I will have to look at your other posts you had a very interesting story do thank you for posting :)
 
Thanks Kayleigh. It has been a journey but hey you have to keep smiling don't you. Think we have all had those "plumbing moments" when it seems just easier not to bother but then when it works it is such a good feeling.
Hope you enjoy the read and if you ever have anything more to say or ask then I would love to hear from you.
Take care
Michael
 
Michael, as usual I enjoy your updates. But I was hoping you were planning a ski trip this time, instead of enjoying the luxurious accomadation in hospital!

Having the parastomal hernia from hell myself (operated on once already, FAIL) I can relate to that OP at least. I too can do the shuffle at an alarming forward pitch after OP, and the others. Yes indeed.

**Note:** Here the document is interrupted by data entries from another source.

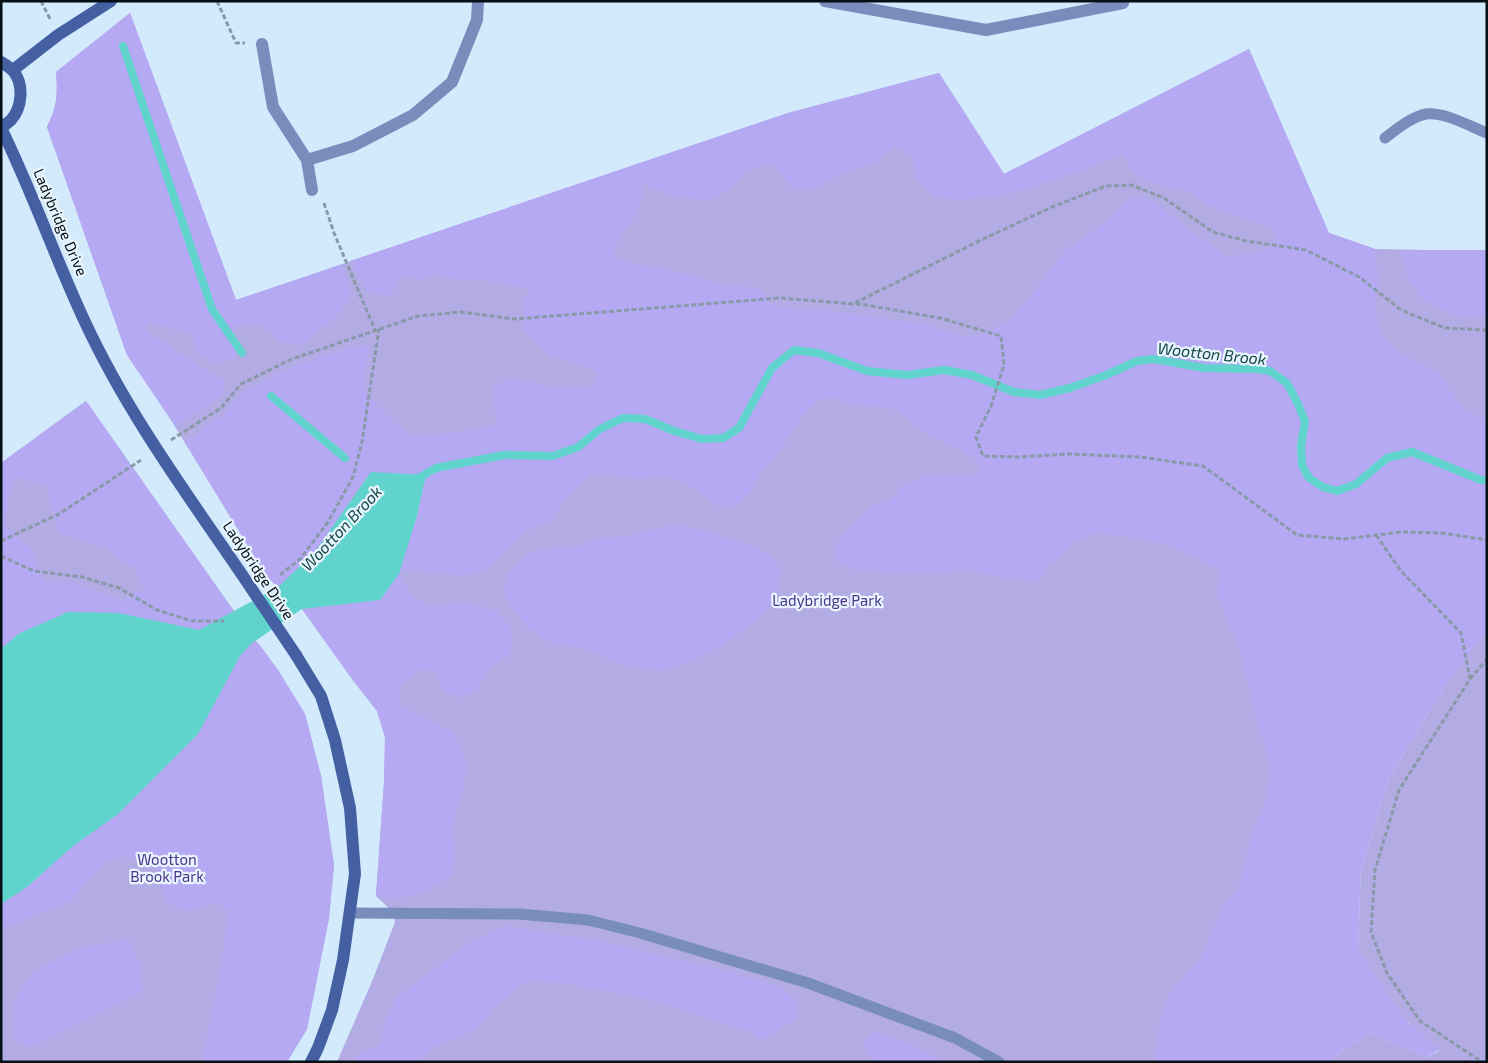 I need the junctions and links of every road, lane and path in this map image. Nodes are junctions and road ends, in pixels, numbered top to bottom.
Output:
1 (111, 1) edge
2 (217, 1) edge
3 (478, 1) edge
4 (826, 1) edge
5 (1123, 3) dead end
6 (262, 44) joint
7 (1, 62) edge
8 (13, 70) junction
9 (1, 128) edge
10 (1487, 133) edge
11 (1385, 138) dead end
12 (308, 160) junction
13 (312, 190) joint
14 (854, 304) junction
15 (377, 330) junction
16 (1487, 330) edge
17 (158, 448) junction
18 (1376, 536) junction
19 (1487, 540) edge
20 (1, 542) edge
21 (1, 556) edge
22 (280, 575) dead end
23 (224, 621) dead end
24 (1487, 659) edge
25 (1470, 679) junction
26 (350, 913) junction
27 (311, 1062) edge
28 (999, 1062) edge
29 (1482, 1062) edge

1 - 8 street
2 - 6 path
3 - 12 street
4 - 5 street
6 - 12 street
7 - 8 street
8 - 9 street
9 - 17 street, Ladybridge Drive
10 - 11 lane
12 - 13 street
13 - 15 path
14 - 15 path
14 - 16 path
14 - 18 path
15 - 17 path
15 - 22 path
17 - 20 path
17 - 26 street, Ladybridge Drive, bridge
18 - 19 path
18 - 25 path
21 - 23 path
24 - 25 path
25 - 29 path
26 - 27 street, Ladybridge Drive
26 - 28 lane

I do think it is the antibiotics that are causing you the inglorious pleasure of the loo. Soon it will pass. Or at least I certainly hope so for your sake!
:kiss:
 
so lovely to hear from you Misty and thanks for the advice - really do appreciate it. Hope that you are keeping well at the moment. xx
Just hoping your advice proves to be right, there is a limit to how long a man can spend in the loo!!!!

Take care
M
 
Erm, I've managed to spend up to 24 hours there at one point in my life. I just got a pillow and blanket and slept in between. Thankfully it passed. After the stoma anyway!

You must be tired...as hard as it is, keep looking forward tomorrow has got to be better!
 
Thank you Michael for your interesting story.
It is amazing what the human body can take and it sounds as if you have had more than your fair share of the slings and arrows of outrageous fortune.
Sure puts my own situation into a minimalist position.
Think I will never complain again.
Hope your situation improves greatly for you.
Humbly
Trysha
 
Retraining your brain to flip out of patient mode is so hard

I have only really heard of the term “flip flopping” in connection with UK politics; in other words when a political party keeps changing its mind on policy. However at the moment I think it best describes the challenge that lies ahead in getting to grips with my bowel transplant.
It is not like my new bowel is flip flopping but it is what my brain and my mind set has to do. You see the trouble with long term illness is that you can forever be a patient and forget what it’s like to just be you. I have really only not been a patient for 11 years of my life and now, here I am having gone through one of the rarest transplants, being told to get on with my life and try and adjust to not just being a patient but being Michael. And that is flipping hard.
For most people the moment you are out of hospital you are fine and there is nothing wrong with you. They don’t see the accidents at 3am and they are not there when from literally nothing I start being sick and it doesn’t stop which is exactly what happened last night whilst watching I’m A Celebrity Get Me Out of Here. So for me there are parts of every day when I feel a patient yet I need to train myself to get out there, do all the things I want to do, put being a patient in a box and get on with life. How do you do this? How do you flip flop from patient to non patient and back again? For me when I have the good spells and feel great it gets much harder to revert back to patient mode when I get sick. I find myself getting frustrated, even angry yet that is totally irrational as I am transplant patient and that doesn’t leave you.
Often the easiest things to say are the hardest things to do and lead to silly reactions from me. I fight very hard not to be treated as someone who is ill; yet quite naturally the first thing people want to know is are you ok. I would probably be very upset if they didn’t so why get angry. So as you can see training the brain to flick a switch one way or another constantly is not so easy. I mean take one of my favourite programmes right now Homeland.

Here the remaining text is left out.